Already the law in 16 states
By Dave Andrusko
Step by step by step, more and more states are moving forward to join the 16 states which have already enacted the Pain-Capable Unborn Child Protection Act.
Yesterday the Missouri House of Representatives initially approved H.B. 1266. The measure would protect unborn babies from abortion who are 20 weeks and older, a developmental point by which the baby would feel unimaginable pain as she is torn apart.
The legislature took up the bill the first day following a spring break. H.B. 1266 “still needs a final vote in the House before moving to the Senate for further deliberation,” according to Kurt Erickson of the St. Louis Post-Dispatch.
The Pain-Capable Unborn Child Protection Act is the second piece of pro-life legislation passed by the Missouri House in 2018. As we reported, on February 26, the Missouri House endorsed a bill that require both parents who have custody to be notified when a minor seeks an abortion. Currently for girls younger than 18, Missouri law requires the written consent of one parent or guardian before she can have an abortion.
“The bill would require the consenting parent to provide written notice to the other custodial parent or guardian, but wouldn’t require the consent of the second parent,” the Joplin Globe reported. ” HB 1383 “contains exceptions, such as when the other parent has been convicted of a sexual offense or cannot be located.” That bill cruised through on a vote of 113-37.
Although a comparable federal measure received 51 votes, pro-abortionists in the United States Senate were able to thwart passage earlier this year. But it is important for numerous reasons that support continues to grow in the states.
Enactment in nearly a third of all states, for example, tells anyone with ears to hear and eyes to see that when the federal government final passes the bill, it would be in harmony with a growing number of states.
Moreover, when opinion polls show 60%+ support for a ban on abortion after 20 weeks (often without even mentioning the reality of fetal pain), clearly the public is deeply troubled by later abortions.
An important aside. We are told over and over that “Mid- and late-term abortions are already extremely rare, and a common motivation is concern that fetuses are developing with severe abnormalities,” as the Washington Post argued last year in a semi-coherent editorial. This is a talking point straight out of the pro-abortion handbook, a bogus assertion that NRLC has debunked on numerous occasions.

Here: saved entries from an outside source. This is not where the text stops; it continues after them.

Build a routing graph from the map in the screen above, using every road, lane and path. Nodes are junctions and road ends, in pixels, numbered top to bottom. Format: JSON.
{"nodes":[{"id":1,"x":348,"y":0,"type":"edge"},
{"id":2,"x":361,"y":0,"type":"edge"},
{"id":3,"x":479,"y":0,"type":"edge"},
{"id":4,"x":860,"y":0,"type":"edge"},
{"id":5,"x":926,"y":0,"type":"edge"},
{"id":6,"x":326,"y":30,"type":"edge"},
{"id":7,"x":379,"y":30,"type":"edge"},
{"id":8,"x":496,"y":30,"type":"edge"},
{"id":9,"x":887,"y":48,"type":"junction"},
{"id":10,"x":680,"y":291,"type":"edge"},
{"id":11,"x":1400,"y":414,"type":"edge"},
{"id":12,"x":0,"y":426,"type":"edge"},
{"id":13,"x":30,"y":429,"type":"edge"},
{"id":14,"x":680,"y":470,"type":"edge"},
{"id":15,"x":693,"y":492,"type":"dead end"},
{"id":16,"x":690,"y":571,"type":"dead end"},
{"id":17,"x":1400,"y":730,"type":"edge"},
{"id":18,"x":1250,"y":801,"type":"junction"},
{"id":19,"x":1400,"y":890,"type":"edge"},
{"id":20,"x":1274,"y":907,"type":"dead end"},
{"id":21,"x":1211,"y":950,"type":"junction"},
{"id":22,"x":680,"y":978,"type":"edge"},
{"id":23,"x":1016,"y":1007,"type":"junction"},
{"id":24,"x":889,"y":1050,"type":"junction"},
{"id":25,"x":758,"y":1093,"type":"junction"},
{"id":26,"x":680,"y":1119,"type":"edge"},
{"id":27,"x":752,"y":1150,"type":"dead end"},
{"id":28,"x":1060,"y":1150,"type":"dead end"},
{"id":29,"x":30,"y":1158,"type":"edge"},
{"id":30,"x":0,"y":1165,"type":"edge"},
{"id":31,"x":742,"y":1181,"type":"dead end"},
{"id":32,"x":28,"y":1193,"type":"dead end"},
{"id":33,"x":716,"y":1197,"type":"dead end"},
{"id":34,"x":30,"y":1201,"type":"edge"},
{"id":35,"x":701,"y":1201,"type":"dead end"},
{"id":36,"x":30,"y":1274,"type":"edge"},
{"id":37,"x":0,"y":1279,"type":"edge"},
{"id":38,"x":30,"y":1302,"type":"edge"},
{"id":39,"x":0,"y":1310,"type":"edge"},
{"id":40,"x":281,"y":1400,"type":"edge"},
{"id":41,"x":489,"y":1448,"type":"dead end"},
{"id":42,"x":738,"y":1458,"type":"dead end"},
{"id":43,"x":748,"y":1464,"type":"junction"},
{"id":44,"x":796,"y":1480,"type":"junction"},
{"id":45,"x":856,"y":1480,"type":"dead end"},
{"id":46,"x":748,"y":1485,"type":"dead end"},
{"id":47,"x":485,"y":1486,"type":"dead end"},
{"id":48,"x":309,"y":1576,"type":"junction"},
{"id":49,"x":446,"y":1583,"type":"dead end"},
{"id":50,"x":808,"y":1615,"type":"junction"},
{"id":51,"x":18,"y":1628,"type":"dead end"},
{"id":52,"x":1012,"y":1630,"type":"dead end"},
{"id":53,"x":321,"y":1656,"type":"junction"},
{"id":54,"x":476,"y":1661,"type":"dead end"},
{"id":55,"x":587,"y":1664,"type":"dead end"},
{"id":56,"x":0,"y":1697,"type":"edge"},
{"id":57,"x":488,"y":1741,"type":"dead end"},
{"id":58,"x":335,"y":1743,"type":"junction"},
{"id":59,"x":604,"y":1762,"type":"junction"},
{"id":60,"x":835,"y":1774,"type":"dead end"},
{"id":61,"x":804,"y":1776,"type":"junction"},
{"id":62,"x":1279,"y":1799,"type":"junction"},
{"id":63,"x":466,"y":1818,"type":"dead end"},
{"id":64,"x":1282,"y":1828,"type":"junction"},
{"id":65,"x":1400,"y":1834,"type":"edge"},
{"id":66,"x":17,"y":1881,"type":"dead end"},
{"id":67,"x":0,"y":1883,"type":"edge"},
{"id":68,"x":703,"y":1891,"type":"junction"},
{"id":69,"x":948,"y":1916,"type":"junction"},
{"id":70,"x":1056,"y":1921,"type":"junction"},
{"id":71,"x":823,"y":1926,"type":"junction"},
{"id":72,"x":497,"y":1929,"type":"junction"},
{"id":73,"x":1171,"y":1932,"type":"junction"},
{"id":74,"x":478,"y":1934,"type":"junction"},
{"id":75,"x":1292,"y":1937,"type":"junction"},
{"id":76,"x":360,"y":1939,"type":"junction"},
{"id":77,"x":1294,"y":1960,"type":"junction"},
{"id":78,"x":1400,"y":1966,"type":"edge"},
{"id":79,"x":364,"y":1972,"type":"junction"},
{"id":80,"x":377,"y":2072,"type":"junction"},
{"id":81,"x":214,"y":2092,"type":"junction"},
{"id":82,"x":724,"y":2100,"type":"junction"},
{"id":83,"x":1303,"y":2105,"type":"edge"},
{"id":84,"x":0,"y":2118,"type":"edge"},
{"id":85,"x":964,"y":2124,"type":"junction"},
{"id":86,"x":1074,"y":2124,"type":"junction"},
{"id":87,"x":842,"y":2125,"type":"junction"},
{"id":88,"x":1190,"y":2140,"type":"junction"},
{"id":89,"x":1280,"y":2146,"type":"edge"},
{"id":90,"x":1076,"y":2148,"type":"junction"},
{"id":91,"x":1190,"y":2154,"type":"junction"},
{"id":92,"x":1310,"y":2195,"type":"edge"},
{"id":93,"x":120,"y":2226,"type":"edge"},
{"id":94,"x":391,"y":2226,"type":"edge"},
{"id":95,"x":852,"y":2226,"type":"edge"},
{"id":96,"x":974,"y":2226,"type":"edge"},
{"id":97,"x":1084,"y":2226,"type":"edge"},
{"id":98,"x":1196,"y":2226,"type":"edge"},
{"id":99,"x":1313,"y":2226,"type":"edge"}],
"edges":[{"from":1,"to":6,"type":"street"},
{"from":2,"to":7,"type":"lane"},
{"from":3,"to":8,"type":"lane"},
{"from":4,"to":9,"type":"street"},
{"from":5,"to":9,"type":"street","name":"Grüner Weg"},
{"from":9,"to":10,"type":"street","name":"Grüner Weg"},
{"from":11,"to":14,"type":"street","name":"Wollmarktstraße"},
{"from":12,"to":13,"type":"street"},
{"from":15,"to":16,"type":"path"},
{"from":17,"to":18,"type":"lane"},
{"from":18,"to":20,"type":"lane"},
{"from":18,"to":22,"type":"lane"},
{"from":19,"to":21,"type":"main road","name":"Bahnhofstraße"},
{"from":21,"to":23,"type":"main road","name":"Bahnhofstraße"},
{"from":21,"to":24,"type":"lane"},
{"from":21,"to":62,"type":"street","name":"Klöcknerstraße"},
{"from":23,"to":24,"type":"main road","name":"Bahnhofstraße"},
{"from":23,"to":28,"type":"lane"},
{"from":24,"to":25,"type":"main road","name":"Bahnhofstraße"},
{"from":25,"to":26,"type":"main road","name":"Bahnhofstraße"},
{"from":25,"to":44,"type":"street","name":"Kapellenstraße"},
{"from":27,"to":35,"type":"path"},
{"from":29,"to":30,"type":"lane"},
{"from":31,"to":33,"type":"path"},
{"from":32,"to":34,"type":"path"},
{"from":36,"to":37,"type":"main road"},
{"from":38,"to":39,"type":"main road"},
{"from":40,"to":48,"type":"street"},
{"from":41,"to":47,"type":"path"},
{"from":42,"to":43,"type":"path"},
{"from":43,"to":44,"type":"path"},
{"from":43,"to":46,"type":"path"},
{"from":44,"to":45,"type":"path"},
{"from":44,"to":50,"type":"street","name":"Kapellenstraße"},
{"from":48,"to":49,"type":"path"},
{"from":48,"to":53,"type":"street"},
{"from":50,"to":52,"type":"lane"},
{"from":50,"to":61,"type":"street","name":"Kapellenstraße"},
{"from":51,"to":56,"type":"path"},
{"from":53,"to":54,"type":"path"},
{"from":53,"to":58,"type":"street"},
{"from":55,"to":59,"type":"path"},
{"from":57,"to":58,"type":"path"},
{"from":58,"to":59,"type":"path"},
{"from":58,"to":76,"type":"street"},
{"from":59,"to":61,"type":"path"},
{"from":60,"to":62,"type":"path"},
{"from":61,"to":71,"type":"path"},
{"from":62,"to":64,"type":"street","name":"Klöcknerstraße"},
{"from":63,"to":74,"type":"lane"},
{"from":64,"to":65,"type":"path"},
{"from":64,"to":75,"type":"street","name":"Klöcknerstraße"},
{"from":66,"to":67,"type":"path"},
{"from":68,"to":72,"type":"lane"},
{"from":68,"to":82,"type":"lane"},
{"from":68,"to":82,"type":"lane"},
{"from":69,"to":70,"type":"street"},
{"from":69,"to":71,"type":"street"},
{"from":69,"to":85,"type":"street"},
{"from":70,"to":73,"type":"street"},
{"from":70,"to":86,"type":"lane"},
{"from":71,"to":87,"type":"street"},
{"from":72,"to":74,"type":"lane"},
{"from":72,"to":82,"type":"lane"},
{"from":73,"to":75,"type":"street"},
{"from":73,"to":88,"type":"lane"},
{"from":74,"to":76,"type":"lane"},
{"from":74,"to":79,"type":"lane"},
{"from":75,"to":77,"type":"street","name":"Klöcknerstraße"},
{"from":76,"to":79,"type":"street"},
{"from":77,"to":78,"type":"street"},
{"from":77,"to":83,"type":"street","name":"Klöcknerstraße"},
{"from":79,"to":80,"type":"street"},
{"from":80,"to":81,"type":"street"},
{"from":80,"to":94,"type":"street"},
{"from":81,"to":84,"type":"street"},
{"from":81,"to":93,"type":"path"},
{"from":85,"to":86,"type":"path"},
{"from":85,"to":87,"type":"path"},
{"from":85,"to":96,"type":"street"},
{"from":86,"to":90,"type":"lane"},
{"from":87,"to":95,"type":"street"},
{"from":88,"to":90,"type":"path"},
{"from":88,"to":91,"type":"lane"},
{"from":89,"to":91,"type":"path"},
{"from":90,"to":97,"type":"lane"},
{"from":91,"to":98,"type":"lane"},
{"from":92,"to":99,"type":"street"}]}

For example, as NRLC President Carol Tobias said in 2017 when the bill was introduced in the United State Senate
Abortions past 20 weeks fetal age are not “rare.” We’ve estimated that at least 275 facilities in the U.S. offer them. While statistically reporting on late abortions is notoriously spotty, by very conservative estimates there are at least 11,000-13,000 abortions performed annually after this point, probably many more. If an epidemic swept neonatal intensive care units and killed 11,000 very premature infants, it would not be dismissed as a “rare” event – it would be headline news on every channel, a first-order public health crisis.
Congratulations to the Missouri House of Representatives.